# WORK TO COMPLETE:
For every entry that follows, return the words exactly and omit any picture.

# DATA TO USE:
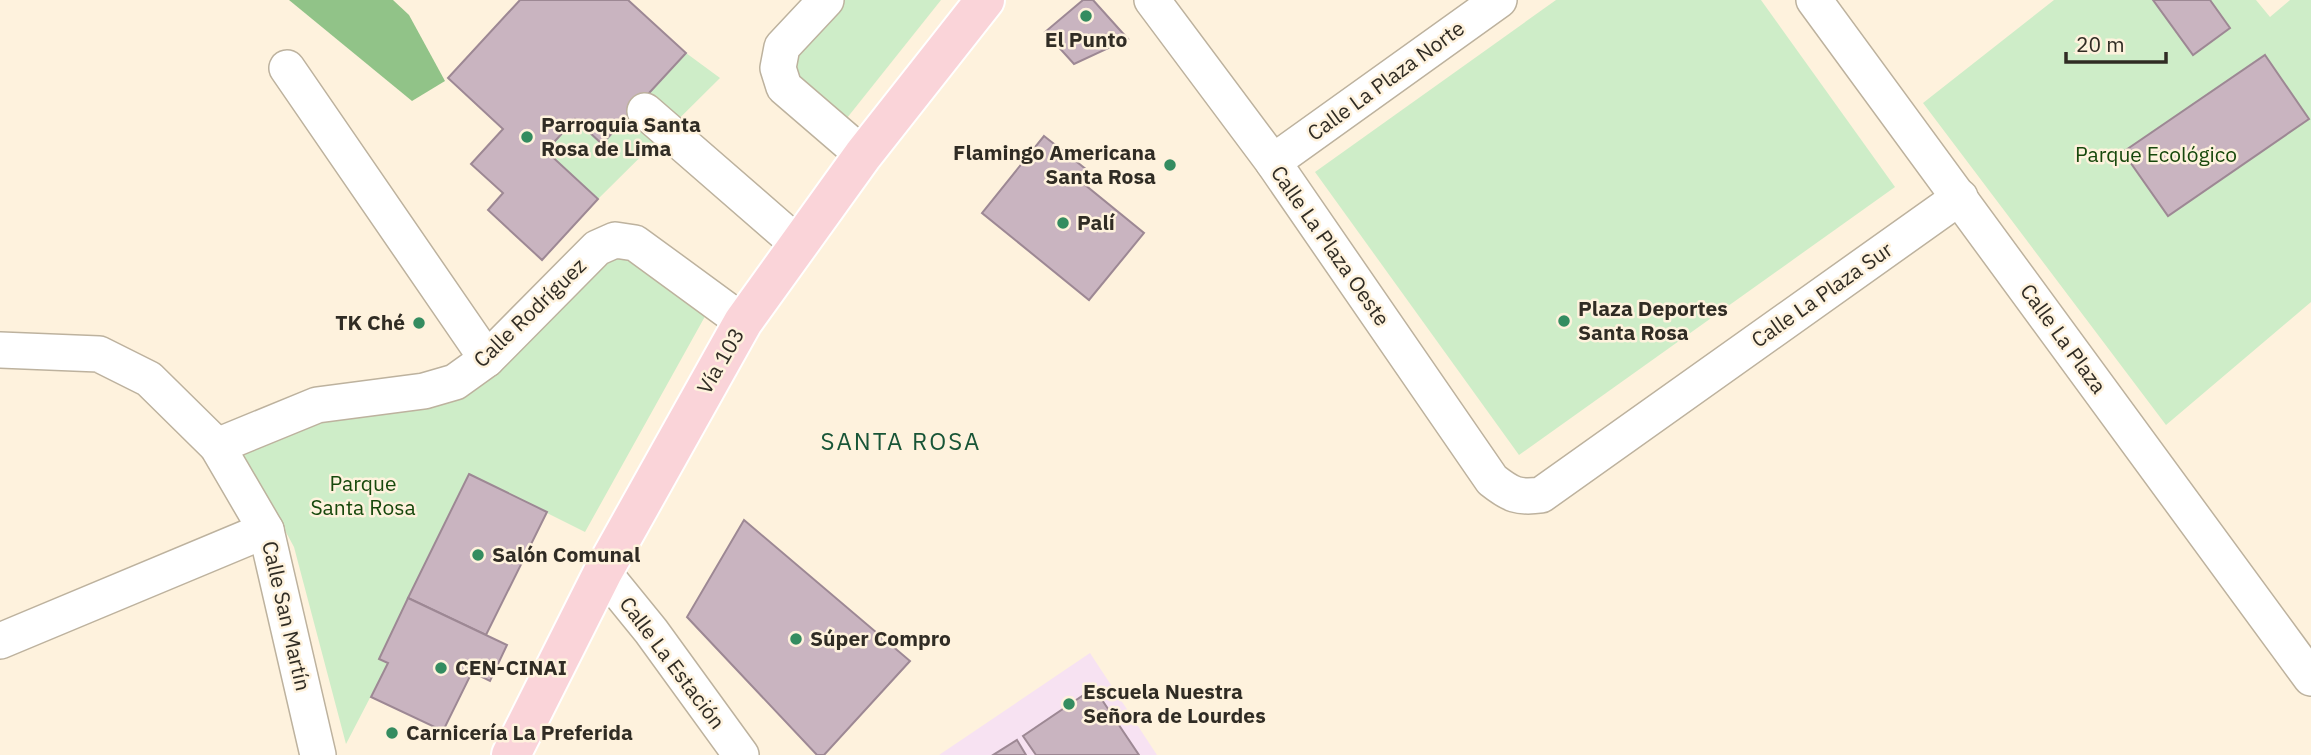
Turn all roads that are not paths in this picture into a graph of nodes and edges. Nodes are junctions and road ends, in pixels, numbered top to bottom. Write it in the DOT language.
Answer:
graph roads {
  1 [pos="826,0"];
  2 [pos="985,0"];
  3 [pos="1152,0"];
  4 [pos="1499,0"];
  5 [pos="1814,0"];
  6 [pos="287,68"];
  7 [pos="645,111"];
  8 [pos="863,155"];
  9 [pos="1273,162"];
  10 [pos="1960,197"];
  11 [pos="799,245"];
  12 [pos="743,322"];
  13 [pos="0,350"];
  14 [pos="487,359"];
  15 [pos="218,446"];
  16 [pos="1507,492"];
  17 [pos="266,530"];
  18 [pos="603,572"];
  19 [pos="0,641"];
  20 [pos="2311,678"];
  21 [pos="318,755"];
  22 [pos="511,755"];
  23 [pos="741,755"];
  1 -- 8 [label="street"];
  2 -- 8 [label="main road, Vía 103"];
  3 -- 9 [label="street, Calle La Plaza Oeste"];
  4 -- 9 [label="street, Calle La Plaza Norte"];
  5 -- 10 [label="street, Calle La Plaza"];
  6 -- 14 [label="street"];
  7 -- 11 [label="street"];
  8 -- 11 [label="main road, Vía 103"];
  9 -- 16 [label="street, Calle La Plaza Oeste"];
  10 -- 16 [label="street, Calle La Plaza Sur"];
  10 -- 20 [label="street, Calle La Plaza"];
  11 -- 12 [label="main road, Vía 103"];
  12 -- 14 [label="street, Calle Rodríguez"];
  12 -- 18 [label="main road, Vía 103"];
  13 -- 15 [label="street, Calle San Martín"];
  14 -- 15 [label="street, Calle Rodríguez"];
  15 -- 17 [label="street, Calle San Martín"];
  17 -- 19 [label="street"];
  17 -- 21 [label="street, Calle San Martín"];
  18 -- 22 [label="main road, Vía 103"];
  18 -- 23 [label="street, Calle La Estación"];
}
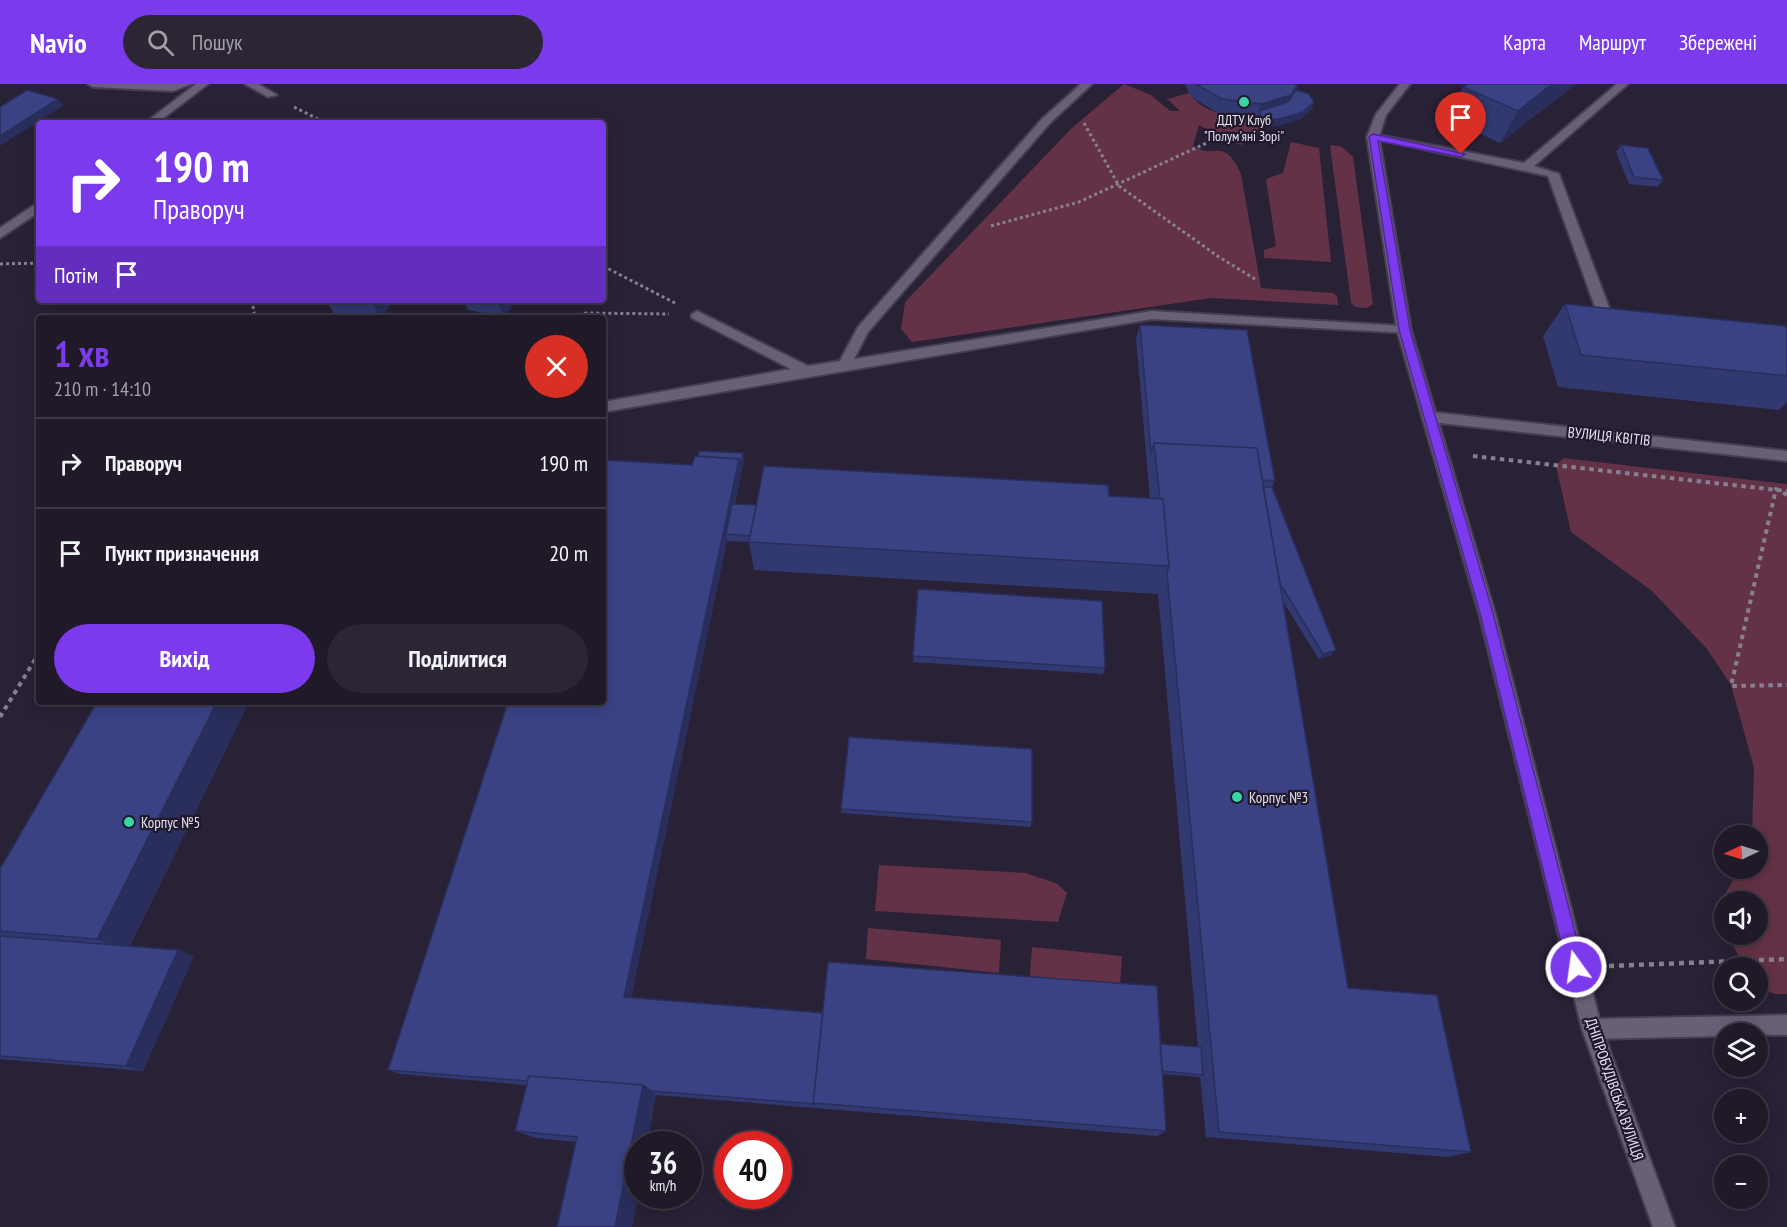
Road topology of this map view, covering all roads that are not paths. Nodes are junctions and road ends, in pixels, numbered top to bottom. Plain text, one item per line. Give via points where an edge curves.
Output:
1 (93, 84) edge
2 (186, 84) edge
3 (203, 84) edge
4 (250, 84) edge
5 (1087, 84) edge
6 (1405, 84) edge
7 (1623, 84) edge
8 (272, 95) road end
9 (154, 120) edge
10 (1373, 137) junction
11 (1526, 166) junction
12 (36, 208) edge
13 (0, 234) edge
14 (697, 315) road end
15 (1404, 330) junction
16 (1622, 330) edge
17 (844, 365) junction
18 (806, 371) junction
19 (606, 406) edge
20 (1431, 417) junction
21 (1787, 456) edge
22 (1787, 1025) edge
23 (1592, 1029) junction
24 (1664, 1227) edge

1 - 2 street via 173,88
3 - 9 street
4 - 8 street
5 - 17 street via 1046,121 863,330
6 - 10 street via 1381,114
7 - 11 street
10 - 11 street
10 - 15 street, ДНІПРОБУДІВСЬКА ВУЛИЦЯ
11 - 16 street via 1553,174 1610,329
12 - 13 street
14 - 18 street
15 - 17 street via 1152,315
15 - 20 street, ДНІПРОБУДІВСЬКА ВУЛИЦЯ
17 - 18 street
18 - 19 street
20 - 21 street, ВУЛИЦЯ КВІТІВ
20 - 23 street, ДНІПРОБУДІВСЬКА ВУЛИЦЯ via 1487,613
22 - 23 street
23 - 24 street, ДНІПРОБУДІВСЬКА ВУЛИЦЯ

# ANSWER BOX:
Turn all roads that are not paths in this picture into a graph of nodes and edges. Nodes are junctions and road ends, in pixels, numbered top to bottom. Write it in the DOT language.
Answer:
graph roads {
  1 [pos="826,0"];
  2 [pos="985,0"];
  3 [pos="1152,0"];
  4 [pos="1499,0"];
  5 [pos="1814,0"];
  6 [pos="287,68"];
  7 [pos="645,111"];
  8 [pos="863,155"];
  9 [pos="1273,162"];
  10 [pos="1960,197"];
  11 [pos="799,245"];
  12 [pos="743,322"];
  13 [pos="0,350"];
  14 [pos="487,359"];
  15 [pos="218,446"];
  16 [pos="1507,492"];
  17 [pos="266,530"];
  18 [pos="603,572"];
  19 [pos="0,641"];
  20 [pos="2311,678"];
  21 [pos="318,755"];
  22 [pos="511,755"];
  23 [pos="741,755"];
  1 -- 8 [label="street"];
  2 -- 8 [label="main road, Vía 103"];
  3 -- 9 [label="street, Calle La Plaza Oeste"];
  4 -- 9 [label="street, Calle La Plaza Norte"];
  5 -- 10 [label="street, Calle La Plaza"];
  6 -- 14 [label="street"];
  7 -- 11 [label="street"];
  8 -- 11 [label="main road, Vía 103"];
  9 -- 16 [label="street, Calle La Plaza Oeste"];
  10 -- 16 [label="street, Calle La Plaza Sur"];
  10 -- 20 [label="street, Calle La Plaza"];
  11 -- 12 [label="main road, Vía 103"];
  12 -- 14 [label="street, Calle Rodríguez"];
  12 -- 18 [label="main road, Vía 103"];
  13 -- 15 [label="street, Calle San Martín"];
  14 -- 15 [label="street, Calle Rodríguez"];
  15 -- 17 [label="street, Calle San Martín"];
  17 -- 19 [label="street"];
  17 -- 21 [label="street, Calle San Martín"];
  18 -- 22 [label="main road, Vía 103"];
  18 -- 23 [label="street, Calle La Estación"];
}
Road topology of this map view, covering all roads that are not paths. Nodes are junctions and road ends, in pixels, numbered top to bottom. Plain text, one item per line. Give via points where an edge curves.
Output:
1 (93, 84) edge
2 (186, 84) edge
3 (203, 84) edge
4 (250, 84) edge
5 (1087, 84) edge
6 (1405, 84) edge
7 (1623, 84) edge
8 (272, 95) road end
9 (154, 120) edge
10 (1373, 137) junction
11 (1526, 166) junction
12 (36, 208) edge
13 (0, 234) edge
14 (697, 315) road end
15 (1404, 330) junction
16 (1622, 330) edge
17 (844, 365) junction
18 (806, 371) junction
19 (606, 406) edge
20 (1431, 417) junction
21 (1787, 456) edge
22 (1787, 1025) edge
23 (1592, 1029) junction
24 (1664, 1227) edge

1 - 2 street via 173,88
3 - 9 street
4 - 8 street
5 - 17 street via 1046,121 863,330
6 - 10 street via 1381,114
7 - 11 street
10 - 11 street
10 - 15 street, ДНІПРОБУДІВСЬКА ВУЛИЦЯ
11 - 16 street via 1553,174 1610,329
12 - 13 street
14 - 18 street
15 - 17 street via 1152,315
15 - 20 street, ДНІПРОБУДІВСЬКА ВУЛИЦЯ
17 - 18 street
18 - 19 street
20 - 21 street, ВУЛИЦЯ КВІТІВ
20 - 23 street, ДНІПРОБУДІВСЬКА ВУЛИЦЯ via 1487,613
22 - 23 street
23 - 24 street, ДНІПРОБУДІВСЬКА ВУЛИЦЯ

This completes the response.